Wednesday, January 15th, 2014

I hope my decision to remain faithful to my God concept isn’t off-putting. I’m a little distressed to find my positions on physics and consciousness are about a hundred years old. I’m sure there are deep thinkers today who have advanced our comprehension of life in ways which will surprise and exhilarate me. I want to go there. I want to move beyond the mere urge to insist our minds are simply our bodies to the proof that this is so. I’m very interested in the morality that emerges from a conviction our soul is an expected manifestation of our flesh.

The problem, until I discover my way around it, is the very ineffability of my soul is what makes it impossible for me to kill it off. If consciousness is, metaphorically, like a cloud of super activity animated inside a mechanical structure sufficiently complex, which switches on and off with the power supplied to the structure – still, how does that persuade me the cloud isn’t something different?

To think of my complex, self-reflective presence as a product of electric circuit operation on a matrix, really, isn’t much different than thinking of myself as a soul inhabiting a body. In either case, something mysterious has taken up residence. The problem doesn’t seem to be solved by announcing my consciousness and its substrate are the same thing.
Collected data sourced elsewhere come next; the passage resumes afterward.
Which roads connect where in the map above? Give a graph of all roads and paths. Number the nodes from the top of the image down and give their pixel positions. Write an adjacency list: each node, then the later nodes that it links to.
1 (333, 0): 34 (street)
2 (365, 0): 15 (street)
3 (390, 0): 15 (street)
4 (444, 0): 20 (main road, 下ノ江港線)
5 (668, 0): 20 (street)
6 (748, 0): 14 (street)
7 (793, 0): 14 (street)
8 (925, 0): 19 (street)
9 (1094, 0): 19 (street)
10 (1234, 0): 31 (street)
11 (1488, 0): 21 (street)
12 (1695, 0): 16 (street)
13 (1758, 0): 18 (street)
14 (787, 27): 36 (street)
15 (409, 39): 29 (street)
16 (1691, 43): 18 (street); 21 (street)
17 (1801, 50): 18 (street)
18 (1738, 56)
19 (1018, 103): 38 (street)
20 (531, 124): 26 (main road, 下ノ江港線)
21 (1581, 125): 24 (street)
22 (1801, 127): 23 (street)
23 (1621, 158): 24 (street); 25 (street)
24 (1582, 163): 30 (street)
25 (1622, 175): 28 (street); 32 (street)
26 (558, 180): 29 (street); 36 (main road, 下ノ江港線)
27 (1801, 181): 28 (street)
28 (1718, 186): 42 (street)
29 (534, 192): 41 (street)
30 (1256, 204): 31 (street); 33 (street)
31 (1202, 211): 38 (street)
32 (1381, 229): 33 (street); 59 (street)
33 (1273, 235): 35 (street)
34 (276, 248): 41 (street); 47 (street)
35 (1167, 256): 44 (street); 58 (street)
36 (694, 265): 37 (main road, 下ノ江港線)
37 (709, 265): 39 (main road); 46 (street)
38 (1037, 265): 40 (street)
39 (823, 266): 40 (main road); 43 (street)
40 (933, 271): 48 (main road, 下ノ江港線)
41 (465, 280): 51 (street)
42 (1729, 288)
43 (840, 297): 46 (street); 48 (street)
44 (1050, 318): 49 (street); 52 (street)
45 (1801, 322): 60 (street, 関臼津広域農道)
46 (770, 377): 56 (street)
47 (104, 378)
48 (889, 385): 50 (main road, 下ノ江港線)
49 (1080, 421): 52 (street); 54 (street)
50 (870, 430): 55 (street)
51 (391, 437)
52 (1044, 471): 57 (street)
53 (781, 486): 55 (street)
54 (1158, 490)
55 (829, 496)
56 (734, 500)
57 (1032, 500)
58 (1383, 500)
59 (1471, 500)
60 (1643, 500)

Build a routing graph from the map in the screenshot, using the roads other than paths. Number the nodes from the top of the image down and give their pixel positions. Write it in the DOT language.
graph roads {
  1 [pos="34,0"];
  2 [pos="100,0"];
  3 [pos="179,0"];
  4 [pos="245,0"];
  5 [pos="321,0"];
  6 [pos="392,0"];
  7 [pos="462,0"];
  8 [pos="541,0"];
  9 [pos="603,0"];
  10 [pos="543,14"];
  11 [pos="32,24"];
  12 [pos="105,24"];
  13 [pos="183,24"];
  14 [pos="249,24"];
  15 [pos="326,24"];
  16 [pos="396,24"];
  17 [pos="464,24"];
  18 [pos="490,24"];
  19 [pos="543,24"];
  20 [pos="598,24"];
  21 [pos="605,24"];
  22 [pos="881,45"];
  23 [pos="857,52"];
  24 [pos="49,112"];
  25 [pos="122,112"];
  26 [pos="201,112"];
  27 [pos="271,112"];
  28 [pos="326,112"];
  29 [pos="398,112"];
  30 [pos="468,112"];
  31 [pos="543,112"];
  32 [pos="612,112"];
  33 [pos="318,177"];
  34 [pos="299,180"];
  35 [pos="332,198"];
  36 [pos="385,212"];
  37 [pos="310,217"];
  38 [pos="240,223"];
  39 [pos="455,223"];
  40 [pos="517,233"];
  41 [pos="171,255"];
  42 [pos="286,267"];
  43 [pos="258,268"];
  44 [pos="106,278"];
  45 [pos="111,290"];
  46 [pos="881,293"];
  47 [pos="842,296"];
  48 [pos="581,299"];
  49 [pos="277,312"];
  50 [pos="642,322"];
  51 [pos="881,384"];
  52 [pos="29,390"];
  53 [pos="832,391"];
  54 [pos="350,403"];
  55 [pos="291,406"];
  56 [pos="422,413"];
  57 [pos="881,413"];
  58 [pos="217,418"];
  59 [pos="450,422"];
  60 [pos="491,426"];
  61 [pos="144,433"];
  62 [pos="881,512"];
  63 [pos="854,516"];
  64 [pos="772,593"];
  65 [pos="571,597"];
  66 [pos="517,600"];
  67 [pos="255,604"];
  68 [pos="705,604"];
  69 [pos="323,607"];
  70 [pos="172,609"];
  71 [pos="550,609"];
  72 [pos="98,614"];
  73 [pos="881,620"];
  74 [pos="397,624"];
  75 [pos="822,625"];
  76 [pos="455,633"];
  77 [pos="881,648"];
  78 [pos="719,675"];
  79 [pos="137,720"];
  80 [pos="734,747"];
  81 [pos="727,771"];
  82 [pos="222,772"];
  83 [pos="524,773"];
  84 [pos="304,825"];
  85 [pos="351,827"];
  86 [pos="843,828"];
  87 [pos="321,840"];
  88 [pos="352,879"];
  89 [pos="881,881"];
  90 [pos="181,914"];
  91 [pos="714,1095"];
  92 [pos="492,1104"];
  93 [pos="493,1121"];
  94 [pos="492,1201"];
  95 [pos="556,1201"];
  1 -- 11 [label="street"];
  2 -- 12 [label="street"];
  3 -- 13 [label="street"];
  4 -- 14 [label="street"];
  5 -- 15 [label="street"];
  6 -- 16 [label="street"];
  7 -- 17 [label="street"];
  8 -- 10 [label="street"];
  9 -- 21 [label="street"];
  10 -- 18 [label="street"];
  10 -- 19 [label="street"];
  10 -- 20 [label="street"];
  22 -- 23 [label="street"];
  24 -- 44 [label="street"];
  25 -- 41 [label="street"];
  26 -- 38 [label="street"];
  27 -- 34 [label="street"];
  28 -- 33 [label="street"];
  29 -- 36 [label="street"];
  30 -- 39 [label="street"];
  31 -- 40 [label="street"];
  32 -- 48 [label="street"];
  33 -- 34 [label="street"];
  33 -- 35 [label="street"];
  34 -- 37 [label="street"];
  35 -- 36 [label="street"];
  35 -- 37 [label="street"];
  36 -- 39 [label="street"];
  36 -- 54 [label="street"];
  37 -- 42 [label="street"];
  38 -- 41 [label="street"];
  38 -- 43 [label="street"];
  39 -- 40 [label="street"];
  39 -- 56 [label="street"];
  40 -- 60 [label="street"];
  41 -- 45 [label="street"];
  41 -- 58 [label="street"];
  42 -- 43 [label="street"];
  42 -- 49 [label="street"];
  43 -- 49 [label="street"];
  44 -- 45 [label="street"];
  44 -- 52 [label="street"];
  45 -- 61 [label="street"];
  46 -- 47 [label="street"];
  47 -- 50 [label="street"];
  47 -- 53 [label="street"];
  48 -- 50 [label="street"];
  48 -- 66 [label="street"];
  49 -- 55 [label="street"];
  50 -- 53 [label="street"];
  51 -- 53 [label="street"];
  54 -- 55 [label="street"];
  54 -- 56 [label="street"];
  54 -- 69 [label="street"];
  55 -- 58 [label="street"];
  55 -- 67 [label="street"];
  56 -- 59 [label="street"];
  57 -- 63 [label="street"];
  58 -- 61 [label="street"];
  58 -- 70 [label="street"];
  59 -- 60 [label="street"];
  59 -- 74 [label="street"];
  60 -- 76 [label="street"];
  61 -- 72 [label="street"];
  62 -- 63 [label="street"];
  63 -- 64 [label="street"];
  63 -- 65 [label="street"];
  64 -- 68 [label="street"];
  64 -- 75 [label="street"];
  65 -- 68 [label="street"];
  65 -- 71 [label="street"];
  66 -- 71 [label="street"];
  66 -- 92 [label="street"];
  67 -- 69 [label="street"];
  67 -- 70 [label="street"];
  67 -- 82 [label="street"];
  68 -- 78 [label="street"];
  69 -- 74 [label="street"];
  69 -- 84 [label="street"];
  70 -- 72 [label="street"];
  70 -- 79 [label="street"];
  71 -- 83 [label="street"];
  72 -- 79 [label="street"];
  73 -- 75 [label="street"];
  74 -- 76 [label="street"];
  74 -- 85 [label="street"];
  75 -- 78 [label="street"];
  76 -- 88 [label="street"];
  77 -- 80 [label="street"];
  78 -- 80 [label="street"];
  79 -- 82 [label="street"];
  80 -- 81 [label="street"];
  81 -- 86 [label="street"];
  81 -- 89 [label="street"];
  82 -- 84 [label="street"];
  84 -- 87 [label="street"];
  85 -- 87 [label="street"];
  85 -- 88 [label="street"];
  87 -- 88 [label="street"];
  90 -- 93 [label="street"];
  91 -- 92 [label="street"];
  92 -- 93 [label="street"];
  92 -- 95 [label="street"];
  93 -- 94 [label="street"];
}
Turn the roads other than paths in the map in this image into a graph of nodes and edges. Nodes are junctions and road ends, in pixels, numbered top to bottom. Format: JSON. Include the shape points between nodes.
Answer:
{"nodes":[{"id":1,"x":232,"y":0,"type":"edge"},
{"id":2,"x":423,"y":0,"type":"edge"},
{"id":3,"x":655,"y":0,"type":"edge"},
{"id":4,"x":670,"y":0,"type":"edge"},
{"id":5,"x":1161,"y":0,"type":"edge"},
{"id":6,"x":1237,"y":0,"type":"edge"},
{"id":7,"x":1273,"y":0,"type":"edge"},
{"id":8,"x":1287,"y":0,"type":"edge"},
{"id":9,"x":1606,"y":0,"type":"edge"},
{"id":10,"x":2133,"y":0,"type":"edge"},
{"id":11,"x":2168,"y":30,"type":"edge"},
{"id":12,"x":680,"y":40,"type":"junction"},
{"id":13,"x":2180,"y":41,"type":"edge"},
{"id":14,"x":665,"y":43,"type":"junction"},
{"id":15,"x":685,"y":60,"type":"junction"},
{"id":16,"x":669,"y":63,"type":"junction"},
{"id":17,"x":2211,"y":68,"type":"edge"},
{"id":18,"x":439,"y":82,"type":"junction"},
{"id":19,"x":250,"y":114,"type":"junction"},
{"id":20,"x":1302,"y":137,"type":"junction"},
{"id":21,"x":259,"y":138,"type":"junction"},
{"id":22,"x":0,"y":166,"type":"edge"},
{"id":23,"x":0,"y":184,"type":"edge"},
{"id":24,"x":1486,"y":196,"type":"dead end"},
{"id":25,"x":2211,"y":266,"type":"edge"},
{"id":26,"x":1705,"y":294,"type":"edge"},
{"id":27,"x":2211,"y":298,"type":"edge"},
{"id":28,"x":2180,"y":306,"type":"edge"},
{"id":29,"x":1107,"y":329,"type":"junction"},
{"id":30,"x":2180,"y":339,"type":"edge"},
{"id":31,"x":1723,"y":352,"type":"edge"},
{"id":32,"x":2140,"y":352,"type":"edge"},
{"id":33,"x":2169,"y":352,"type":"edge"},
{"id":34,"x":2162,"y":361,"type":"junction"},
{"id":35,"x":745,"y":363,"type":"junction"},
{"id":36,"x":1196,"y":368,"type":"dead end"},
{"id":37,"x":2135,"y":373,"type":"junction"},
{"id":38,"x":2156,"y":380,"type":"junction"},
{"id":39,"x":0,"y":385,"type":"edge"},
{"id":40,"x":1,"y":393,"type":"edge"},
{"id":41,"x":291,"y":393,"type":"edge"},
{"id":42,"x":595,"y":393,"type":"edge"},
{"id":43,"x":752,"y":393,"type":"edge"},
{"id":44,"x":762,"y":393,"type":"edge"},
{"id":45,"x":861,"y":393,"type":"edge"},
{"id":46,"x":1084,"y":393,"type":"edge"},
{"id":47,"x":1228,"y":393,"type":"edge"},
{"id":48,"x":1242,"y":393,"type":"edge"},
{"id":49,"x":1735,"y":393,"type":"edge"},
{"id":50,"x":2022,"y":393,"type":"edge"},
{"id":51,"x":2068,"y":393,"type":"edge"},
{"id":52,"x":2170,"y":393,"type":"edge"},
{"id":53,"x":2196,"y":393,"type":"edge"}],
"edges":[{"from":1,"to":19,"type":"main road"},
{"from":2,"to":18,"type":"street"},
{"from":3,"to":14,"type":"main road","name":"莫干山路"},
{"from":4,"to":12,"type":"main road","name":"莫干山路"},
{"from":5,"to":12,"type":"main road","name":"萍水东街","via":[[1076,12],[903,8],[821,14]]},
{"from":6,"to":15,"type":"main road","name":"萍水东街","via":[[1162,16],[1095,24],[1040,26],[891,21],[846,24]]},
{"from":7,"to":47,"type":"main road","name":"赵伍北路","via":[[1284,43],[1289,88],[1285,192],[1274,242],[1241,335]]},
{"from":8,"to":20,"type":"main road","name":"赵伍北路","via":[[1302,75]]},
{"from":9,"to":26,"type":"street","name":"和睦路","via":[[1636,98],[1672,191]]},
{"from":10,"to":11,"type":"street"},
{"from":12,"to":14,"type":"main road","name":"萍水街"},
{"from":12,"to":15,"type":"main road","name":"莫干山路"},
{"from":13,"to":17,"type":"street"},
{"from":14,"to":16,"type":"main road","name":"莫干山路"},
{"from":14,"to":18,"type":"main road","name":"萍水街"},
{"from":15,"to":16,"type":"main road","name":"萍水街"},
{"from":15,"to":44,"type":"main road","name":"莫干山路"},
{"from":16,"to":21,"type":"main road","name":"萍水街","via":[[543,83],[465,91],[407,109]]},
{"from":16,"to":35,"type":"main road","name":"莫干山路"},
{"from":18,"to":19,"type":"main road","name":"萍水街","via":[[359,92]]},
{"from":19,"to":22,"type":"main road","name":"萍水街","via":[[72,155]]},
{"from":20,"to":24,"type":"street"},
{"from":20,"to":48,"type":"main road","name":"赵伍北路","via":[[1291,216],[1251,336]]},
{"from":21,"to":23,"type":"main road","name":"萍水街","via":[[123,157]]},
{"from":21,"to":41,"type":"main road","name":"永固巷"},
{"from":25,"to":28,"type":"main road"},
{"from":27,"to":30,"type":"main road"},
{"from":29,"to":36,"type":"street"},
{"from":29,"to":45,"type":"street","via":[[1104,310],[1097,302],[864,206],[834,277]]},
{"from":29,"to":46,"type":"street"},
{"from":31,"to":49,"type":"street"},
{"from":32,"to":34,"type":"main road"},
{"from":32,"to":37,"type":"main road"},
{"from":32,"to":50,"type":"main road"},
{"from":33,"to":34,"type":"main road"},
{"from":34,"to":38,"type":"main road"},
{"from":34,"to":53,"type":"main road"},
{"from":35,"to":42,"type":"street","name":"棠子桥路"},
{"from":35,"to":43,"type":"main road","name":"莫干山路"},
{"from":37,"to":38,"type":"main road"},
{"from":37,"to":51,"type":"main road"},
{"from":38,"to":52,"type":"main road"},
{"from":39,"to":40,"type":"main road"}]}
So I feel I may be looking in the wrong place for understanding. I’m trying to identify the impossible as a real event. Perhaps I should attend to my way of thinking. There is some benefit, I think, to people who have discovered the certainty they are only what they appear. They amount to the sum of their molecules. And they die.

 

Closing the debate

Saturday, January 11th, 2014

I compiled some instructions for the assembly of a ‘proofing box’ (a warm place for raising bread dough). They were simple, a few boards to be nailed together. But often, when instructions are given, they’re received differently than intended, and results vary from plan. I was careful. I noted to myself, if my diagrams were misunderstood, the boards might be fitted alternatively. There was only one real possibility for this and, considering it, I realized the ‘mistaken’ results would, perhaps, turn out more usefully. This gave me a glimpse of an idea.

A perfect plan, perfectly followed, fulfills its promise. Misconstruing it achieves something even better.

This seems to me what God did, when God created our illusion of free will.